Bref,un univers pas des plus réjouissants mais superbement mis en écriture par Laurent Gaudé. Une note d’espoir ? Peut-être à la fin, il y a ce beau monologue de la Rescapée: « Je vais dire la longue liste de ceux que j’ai touchés. Les hommes et les femmes viendront m’écouter. Chacun s’approchera pour savoir si, parmi ceux que je dis, il est un proche ou un ami d’autrefois. Oui. Je serai parmi eux Celle dont les mains ont gardé la trace des corps avalés par la guerre. Je vais rester là. Je ne bougerai plus. Je suis épuisée de fumée. Je ne sais plus rien de moi. Un jour, peut-être, quelqu’un, dans ce campement sans fin, me reconnaîtra. Il doit bien rester cela.
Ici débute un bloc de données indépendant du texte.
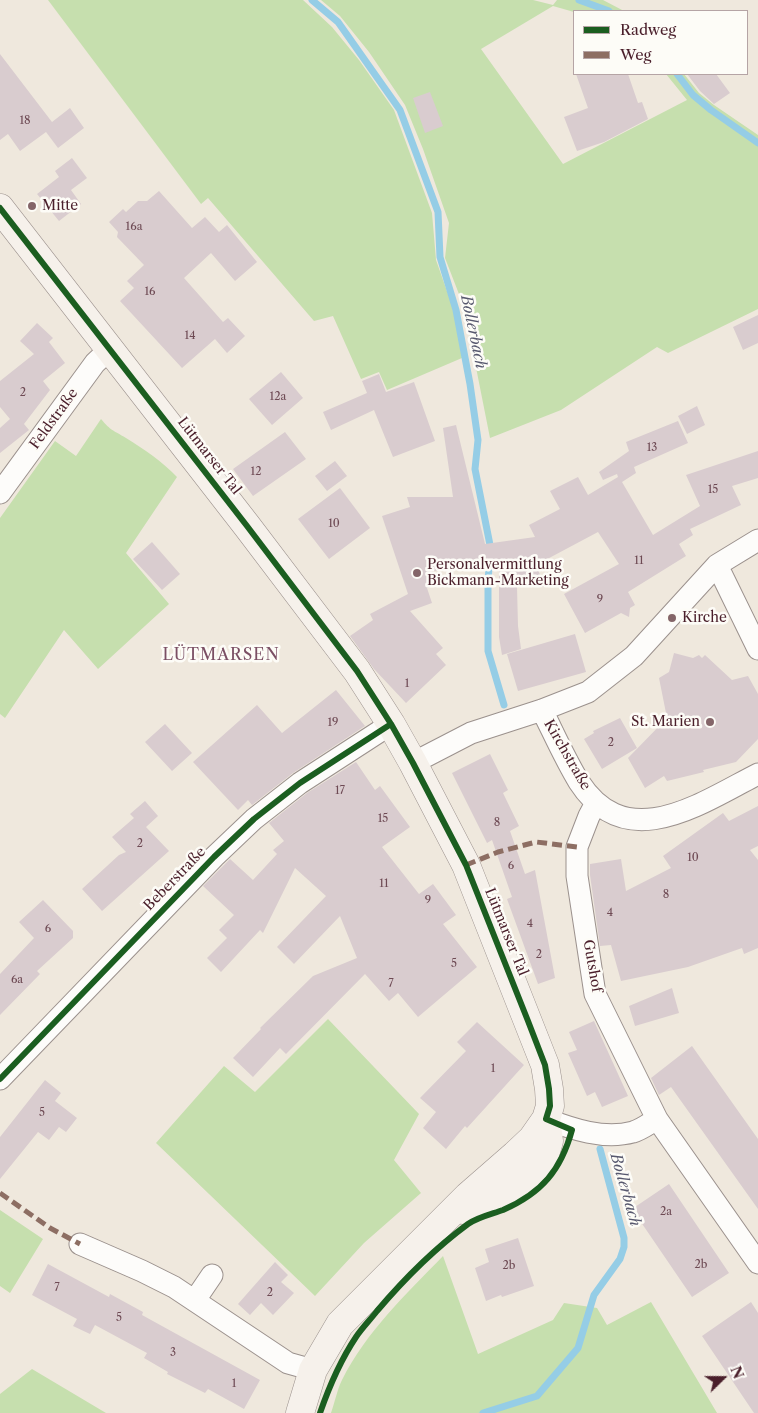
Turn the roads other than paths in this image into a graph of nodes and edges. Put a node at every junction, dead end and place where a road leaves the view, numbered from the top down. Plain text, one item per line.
1 (0, 208) edge
2 (111, 348) junction
3 (1, 490) edge
4 (758, 540) edge
5 (717, 565) junction
6 (758, 649) edge
7 (542, 710) junction
8 (390, 724) junction
9 (413, 762) junction
10 (758, 774) edge
11 (596, 803) junction
12 (0, 1078) edge
13 (546, 1119) junction
14 (657, 1119) junction
15 (80, 1244) dead end
16 (758, 1263) edge
17 (212, 1275) dead end
18 (195, 1300) junction
19 (313, 1370) junction
20 (300, 1413) edge

1 - 2 main road, Lütmarser Tal
2 - 3 street, Feldstraße
2 - 8 main road, Lütmarser Tal
4 - 5 street, Kirchstraße
5 - 6 street
5 - 7 street, Kirchstraße
7 - 9 street, Kirchstraße
7 - 11 street, Kirchstraße
8 - 9 main road, Lütmarser Tal
8 - 12 street, Beberstraße
9 - 13 main road, Lütmarser Tal
10 - 11 street, Kirchstraße
11 - 14 street, Gutshof
13 - 14 street
13 - 19 main road, Lütmarser Tal
14 - 16 street, Gutshof
15 - 18 street
17 - 18 street
18 - 19 street
19 - 20 main road, Lütmarser Tal

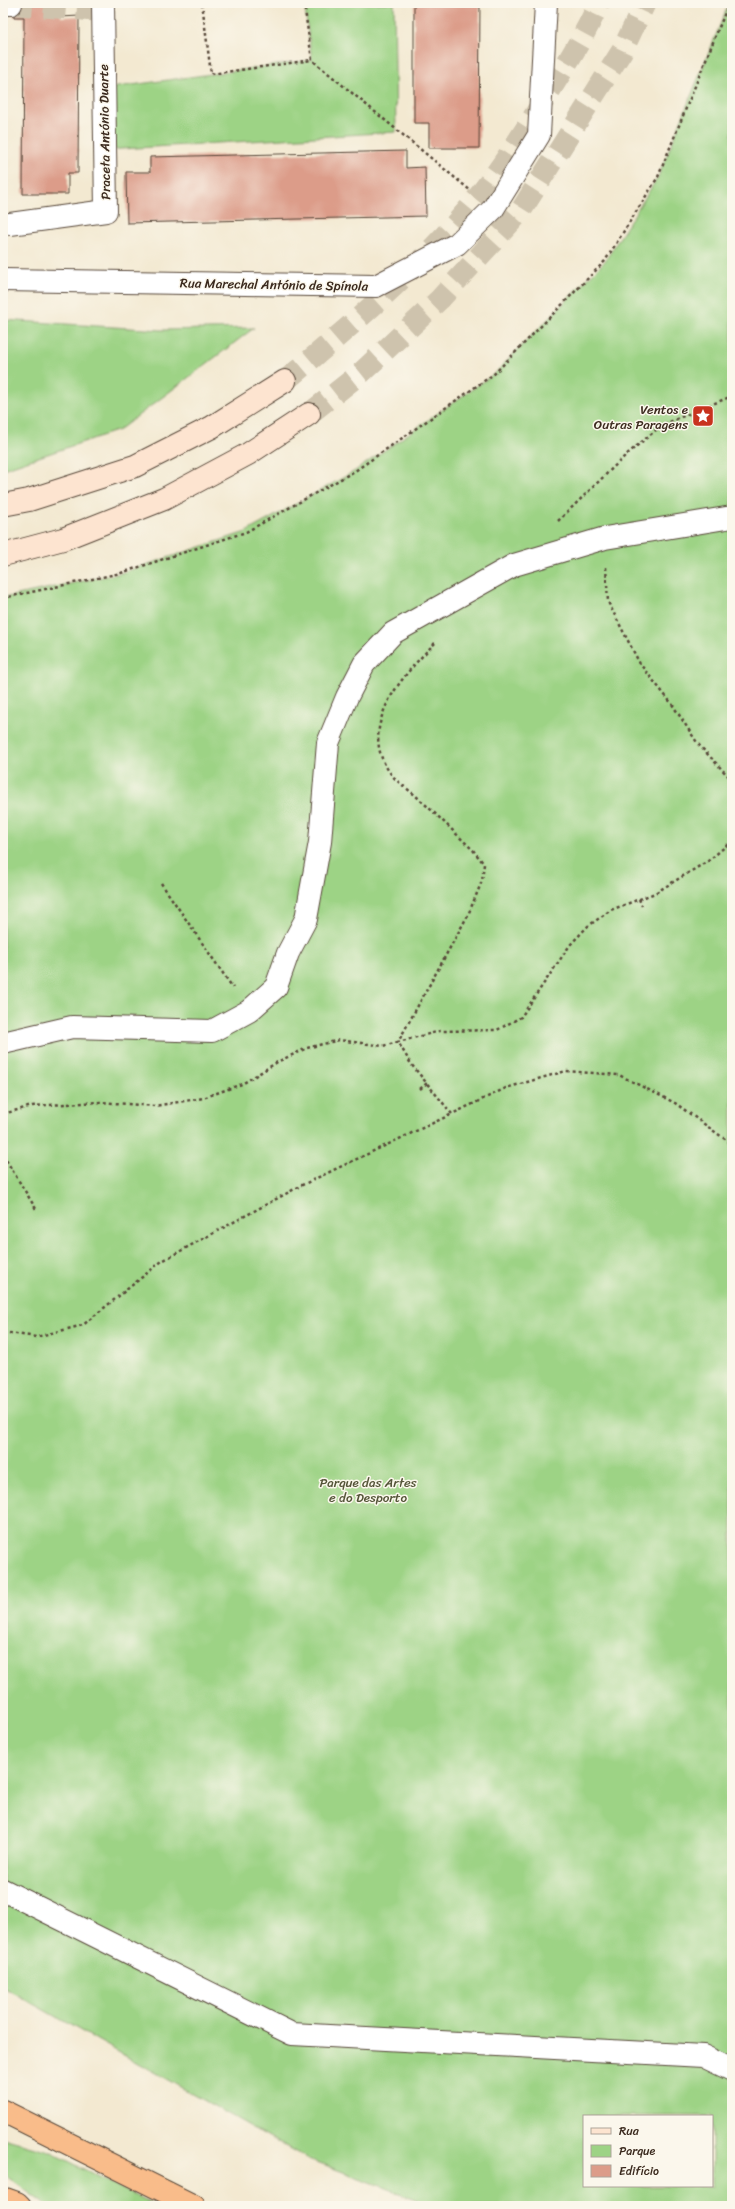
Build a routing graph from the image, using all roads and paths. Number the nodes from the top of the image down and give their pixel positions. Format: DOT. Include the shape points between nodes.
graph roads {
  1 [pos="103,3"];
  2 [pos="202,3"];
  3 [pos="304,3"];
  4 [pos="546,3"];
  5 [pos="729,3"];
  6 [pos="312,60"];
  7 [pos="493,209"];
  8 [pos="10,224"];
  9 [pos="3,280"];
  10 [pos="285,381"];
  11 [pos="732,396"];
  12 [pos="309,414"];
  13 [pos="3,505"];
  14 [pos="732,517"];
  15 [pos="553,526"];
  16 [pos="605,538"];
  17 [pos="3,555"];
  18 [pos="3,598"];
  19 [pos="438,640"];
  20 [pos="732,780"];
  21 [pos="732,841"];
  22 [pos="161,882"];
  23 [pos="639,899"];
  24 [pos="642,906"];
  25 [pos="249,1011"];
  26 [pos="398,1042"];
  27 [pos="3,1043"];
  28 [pos="427,1082"];
  29 [pos="420,1089"];
  30 [pos="3,1114"];
  31 [pos="452,1114"];
  32 [pos="732,1144"];
  33 [pos="3,1155"];
  34 [pos="36,1209"];
  35 [pos="3,1332"];
  36 [pos="3,1890"];
  37 [pos="732,2070"];
  38 [pos="3,2110"];
  39 [pos="3,2198"];
  40 [pos="20,2206"];
  41 [pos="194,2206"];
  1 -- 8 [label="street, Praceta António Duarte" via="106,211"];
  2 -- 6 [label="path" via="211,74"];
  3 -- 6 [label="path"];
  4 -- 7 [label="street, Rua Marechal António de Spínola" via="539,135"];
  5 -- 18 [label="path" via="658,177 605,261 494,374 355,471 246,532 121,573"];
  6 -- 7 [label="path" via="396,132"];
  7 -- 9 [label="street, Rua Marechal António de Spínola" via="457,244 376,286"];
  10 -- 13 [label="main road" via="212,427 135,466 29,500"];
  11 -- 15 [label="path" via="662,425 626,455"];
  12 -- 17 [label="main road" via="248,454 164,499 63,538"];
  14 -- 16 [label="street"];
  16 -- 20 [label="path" via="608,602 640,664 672,704 698,744"];
  16 -- 25 [label="street" via="514,565 393,633 364,664 346,697 328,743 320,842 306,919 288,953 276,987"];
  19 -- 26 [label="path" via="398,682 386,704 378,726 379,753 391,774 474,850 484,864 482,882 468,915"];
  21 -- 23 [label="path" via="708,861 655,893"];
  22 -- 25 [label="path"];
  23 -- 24 [label="path"];
  23 -- 26 [label="path" via="611,910 588,926 570,945 521,1017 496,1030 440,1031"];
  25 -- 27 [label="street" via="212,1031 72,1027"];
  26 -- 28 [label="path" via="411,1064"];
  26 -- 30 [label="path" via="383,1046 339,1040 307,1048 279,1061 242,1084 203,1098 155,1106 100,1102 32,1106"];
  28 -- 29 [label="path"];
  28 -- 31 [label="path"];
  31 -- 32 [label="path" via="506,1088 566,1071 619,1075 675,1103"];
  31 -- 35 [label="path" via="302,1185 162,1261 83,1326 36,1337"];
  33 -- 34 [label="path"];
  36 -- 37 [label="street" via="292,2034 703,2056"];
  38 -- 41 [label="highway"];
  39 -- 40 [label="highway"];
}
Quelqu’un qui m’arrêtera, me dira qui je suis et d’où je viens. Il doit bien rester quelqu’un. Je serai patiente. J’attendrai qu’il vienne à moi. Il doit bien y avoir cela, Ici-bas. Quelqu’un pour se souvenir de moi. Et me raconter la vie d’autrefois. »

Mais ce texte à l’écriture ciselée aurait mérité une réalisation moins sèche, plus raffinée, avec une vraie scénographie et de meilleurs éclairages (aïe! cette pénombre permanente au début dans la fumée qui ne sert strictement à rien! et cette lumière rouge à un moment!). C’est con, comme dirait un de nos confrères du Masque et la Plume. Bref, ainsi mis en scène, cette courte pièce (une heure dix) de Laurent Gaudé a bien du mal à prendre son envol.  Même si les acteurs font -et très bien- leur travail, il manque une véritable émotion et nous n’avons pas été vraiment convaincus. Enfin, d’ici Avignon, il y a encore du temps pour revoir cette mise en scène. Donc, à suivre…

 Philippe du Vignal

Spectacle vu le 11 avril au Studio Hébertot, 78 bis boulevard des Batignolles, Paris (XVII ème).T. : 01 42 93 13 04.

Festival d’Avignon, du 6 au 26 juillet, Théâtre des Carmes, 6 place des Carmes.